Putting the R Into Hadoop
With the amount of data being fed into Hadoop these days, it’s natural for customers to want to do some statistical analysis upon it. Revolution Analytics, which distributes a commercial version of the R statistical environment, says it has lowered the bar of entry for R programmers to work with Hadoop by parallelizing many of the R algorithms.
There is currently large demand for senior data scientists who can write parallel programs for Hadoop. That’s a lucrative thing for somebody with the right skills, but an expensive proposition for an organization looking to parse their big data in new and profitable ways.
Bill Jacobs, director product marketing, at Revolution Analytics, has heard some horror stories about the “blood money” companies are paying for top Hadoop skills, particularly those who know statistics.
Jacobs says he heard from a CIO who was between a rock and hard spot. “He had to go out and pay $300,000, an ungodly amount of money, to hire a data scientist because he needed someone who could understand heavy statistics, Hadoop modeling, and all the stuff that’s easily done in R,” he says in an interview. “But he needed someone who could do it in Java on Hadoop, and that is a very, very sought after resource.”

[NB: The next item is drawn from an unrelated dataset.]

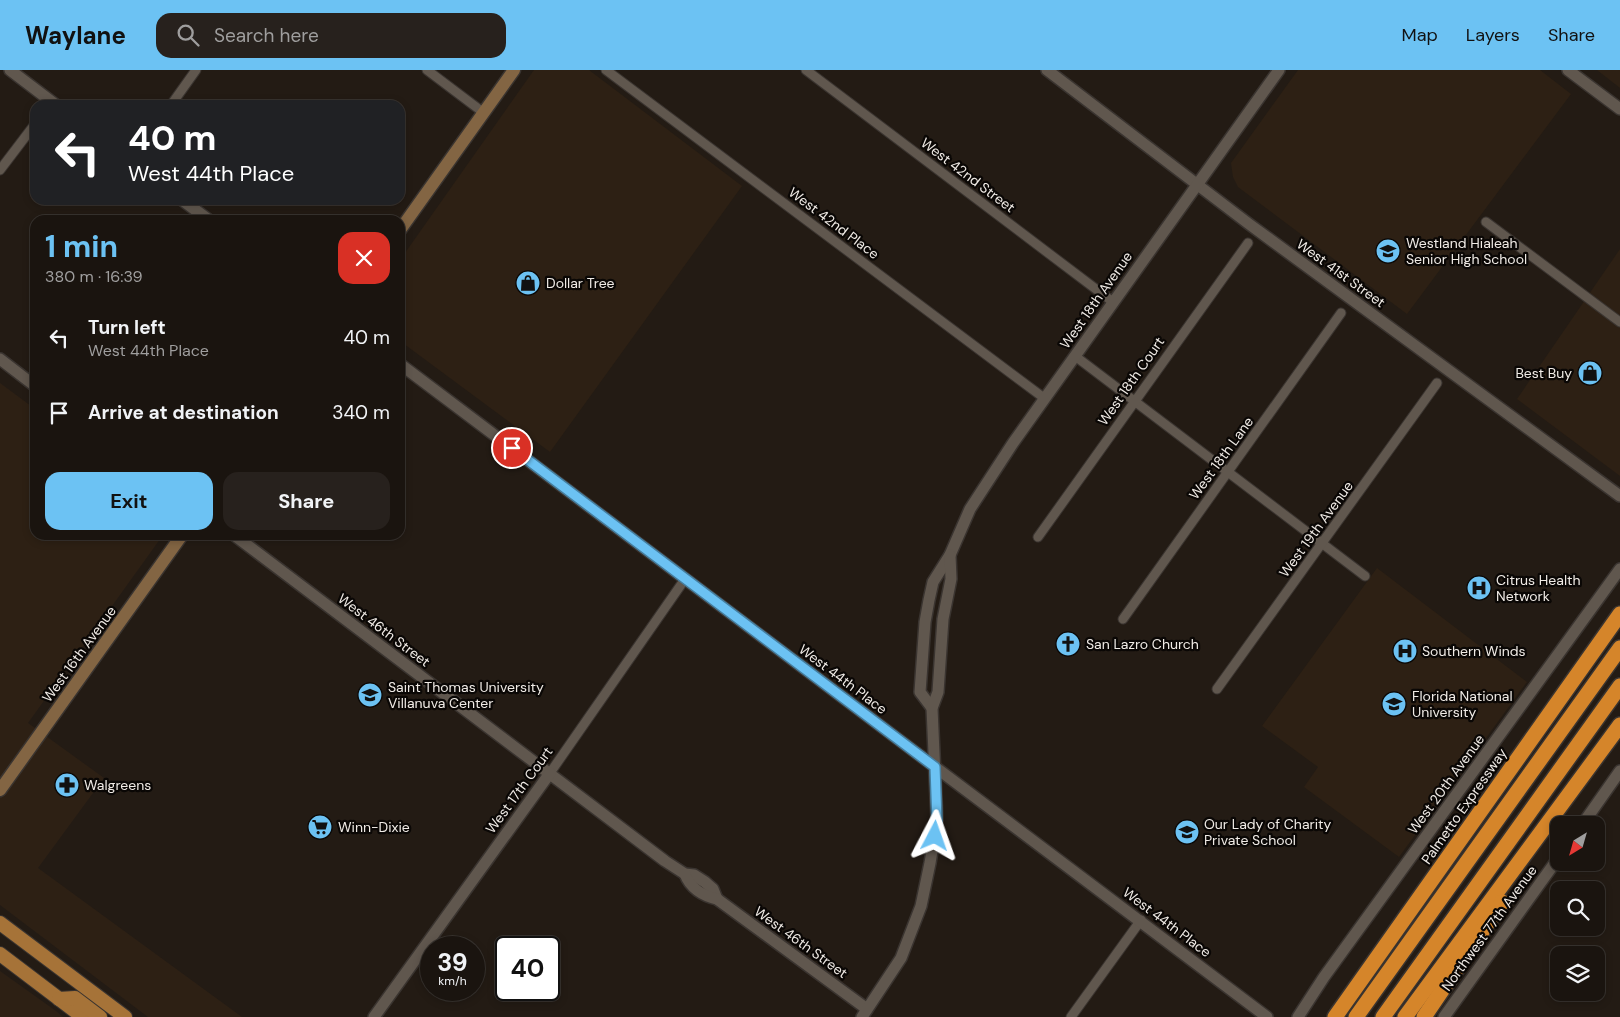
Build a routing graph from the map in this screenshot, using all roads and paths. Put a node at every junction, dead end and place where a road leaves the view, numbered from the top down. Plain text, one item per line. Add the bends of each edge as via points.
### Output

With the launch of Revolution R Enterprise 7.0, expected later this year, Revolution Analytics will have parallelized many of the algorithms in the R library, and otherwise streamlined the capability for them to run under the Hadoop distributions from Hortonworks and Cloudera.
This will open up new big data opportunities for the population of 2 million R programmers around the world, and allow them to use their skills against Hadoop-based data, without needing to know Java, Python, MapReduce, or how to write parallel algorithms. (They will, of course, need the package from Revolution Analytics to enable this.)
“We bring the corporation that’s going into the Hadoop world a chance to tap a huge–and, particularly, modestly priced–talent base as opposed to a Ph.D Stanford bioinformatics statistician. Those are $300,000 per year resources,” Jacobs says. “Java is a lovely thing if you’re a Java programmer. But you’re a statistician. You didn’t learn Java in school. You’re an R programmer.”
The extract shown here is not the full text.